Adorning the Dark (A Review)
By Kyle Rapinchuk
I can’t recall the first time I heard the name Andrew Peterson. I’m pretty sure it was from my friends Rusty and Sara Osborne who were already huge fans of his music and fantasy books. It was some time later before I ever listened to one of his songs. I didn’t like it. (Sorry Andrew, if I ever get the honor of meeting you, please don’t hold that moment against me). It was a while before I listened to Andrew Peterson again, and it was an altogether different experience. His voice became more inviting, more sincere, more pleasant with every verse, with each new song. I found, moreover, that his lyrics were some of the most thoughtful, most poetic, and most beautiful words I had heard in my life. After a lengthy repeat cycle of his Resurrection Letters: Prologue, Resurrection Letters: Vol. 1, and Resurrection Letters: Vol. 2this spring, I finally started moving on to some of his other music, and I’m hooked. I bought the Wingfeather Saga for my children and am preparing to read it soon. And last Friday I received his newest book, Adorning the Dark. I finished it on Saturday because I simply didn’t want to stop reading it.
Much like Peterson’s music, I wasn’t really sure what to expect from this book. The subtitle, “Thoughts on Community, Calling, and the Mystery of Making,” seemed an awfully big goal for a short book. Likewise, the Amazon summary had a significant emphasis on the writing process, which although fitting under the category of “the Mystery of Making,” nevertheless increased both my interest and my skepticism that someone could pull off so much in such a short span of pages. I was wrong. Again. Perhaps I should have expected this success from one who can pack so much truth, goodness, and beauty into a three-minute song. Moreover, when I began reading the book, I found that Peterson also tells a lot of personal stories as a way of elucidating his points. I found his transparent, sincere, and humble approach both helpful and inspiring.

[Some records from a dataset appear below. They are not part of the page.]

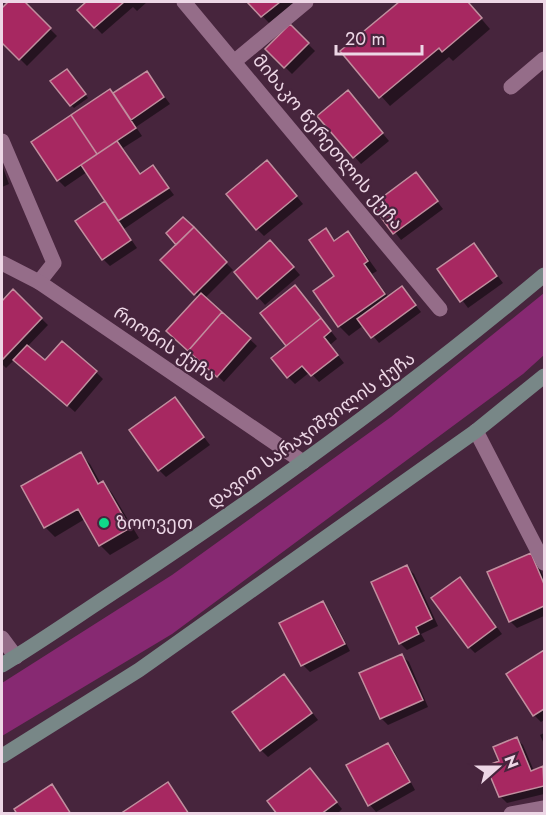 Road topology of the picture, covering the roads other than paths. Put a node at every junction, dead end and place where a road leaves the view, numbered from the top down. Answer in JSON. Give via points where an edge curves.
{"nodes":[{"id":1,"x":184,"y":2,"type":"edge"},
{"id":2,"x":306,"y":2,"type":"edge"},
{"id":3,"x":544,"y":58,"type":"edge"},
{"id":4,"x":235,"y":61,"type":"junction"},
{"id":5,"x":511,"y":87,"type":"dead end"},
{"id":6,"x":2,"y":141,"type":"edge"},
{"id":7,"x":2,"y":263,"type":"edge"},
{"id":8,"x":544,"y":275,"type":"edge"},
{"id":9,"x":39,"y":282,"type":"junction"},
{"id":10,"x":440,"y":309,"type":"dead end"},
{"id":11,"x":544,"y":376,"type":"edge"},
{"id":12,"x":476,"y":432,"type":"junction"},
{"id":13,"x":303,"y":462,"type":"junction"},
{"id":14,"x":544,"y":563,"type":"edge"},
{"id":15,"x":2,"y":638,"type":"edge"},
{"id":16,"x":16,"y":657,"type":"junction"},
{"id":17,"x":2,"y":665,"type":"edge"},
{"id":18,"x":2,"y":756,"type":"edge"},
{"id":19,"x":544,"y":808,"type":"edge"},
{"id":20,"x":511,"y":813,"type":"edge"}],
"edges":[{"from":1,"to":4,"type":"street","name":"მიხაკო წერეთლის ქუჩა"},
{"from":2,"to":4,"type":"street"},
{"from":3,"to":5,"type":"street"},
{"from":4,"to":10,"type":"street","name":"მიხაკო წერეთლის ქუჩა"},
{"from":6,"to":9,"type":"street","via":[[54,262]]},
{"from":7,"to":9,"type":"street","name":"რიონის ქუჩა"},
{"from":8,"to":13,"type":"main road","name":"დავით სარაჯიშვილის ქუჩა","via":[[467,339]]},
{"from":9,"to":13,"type":"street","name":"რიონის ქუჩა"},
{"from":11,"to":12,"type":"main road"},
{"from":12,"to":14,"type":"street"},
{"from":12,"to":18,"type":"main road","via":[[139,670]]},
{"from":13,"to":16,"type":"main road","name":"დავით სარაჯიშვილის ქუჩა"},
{"from":15,"to":16,"type":"street"},
{"from":16,"to":17,"type":"main road","name":"დავით სარაჯიშვილის ქუჩა"},
{"from":19,"to":20,"type":"street"}]}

My short review is that writers of all kinds (not just songwriters) and Christians with all kinds of gifts (not just writers) should read this book, as it brings valuable insight into the Christian life, the human condition, the value of community, and the beauty and power of words. My long review, well, I don’t really want to write that one. It couldn’t do this book justice anyway. So instead, here’s my “medium-length” review, and in the style of Peterson’s book, it’s more personal than it is academic (hence my intentional use of contractions, which I normally loathe).
Peterson’s book was the exact book I needed at the exact time in my life that I needed it. God often does these kinds of things. With my ever-growing reading list, I often really don’t know why I pick up a certain book and not another to read. Sometimes it’s perhaps coincidence, but I have no doubt that this time it was Providence. God knew I needed this book at this time. Of the many valuable insights in this book, a couple stand out as most notable, primarily because the margin of my book reads, “Wow! I needed to hear this!” and “I needed to hear this, too!”
First, Peterson writes: “Wrench your heart away from all the things you think you need for your supposed financial security, your social status. Set fire to your expectations, your rights, and even your dreams. When all that is gone, it will be clear that the only thing you ever really had was this wild and Holy Spirit that whirls about inside you, urging you to follow where his wind blows” (2-3). I find myself in a difficult stage of life, and my wife and I have been deeply, frequently, and fervently praying for the Lord’s guidance. My own fear is that He has answered time and again, but my own fear of financial security has deafened my ears to His voice. As I read Peterson’s words, tears filled my eyes as I asked God again to speak, and I’m starting to hear whispers.
Second, Peterson writes: “You can’t blame your equipment. You can’t blame your lack of time. You can’t blame your upbringing. Either you’re willing to steward the gift God gave you by stepping into the ring and fighting for it, or you spend your life in training, cashing in excuse after excuse until there’s no time left, no fight left, no song, no story” (125). Conviction isn’t a strong enough word for my feelings in this respect. My lack of time has been a constant excuse to hide the gifts God has given me under a basket and shove it under a bed. I won’t do it any longer. I’m ready to fight. I ready to get out of training and into the game. I ready for the story to get out of my head and onto the page. And I have Andrew Peterson to thank for that.
To be honest, the first time I heard Shane and Shane I didn’t like them either, and they have been one of my favorites now for more than a decade—maybe this is a pattern I should pay attention to.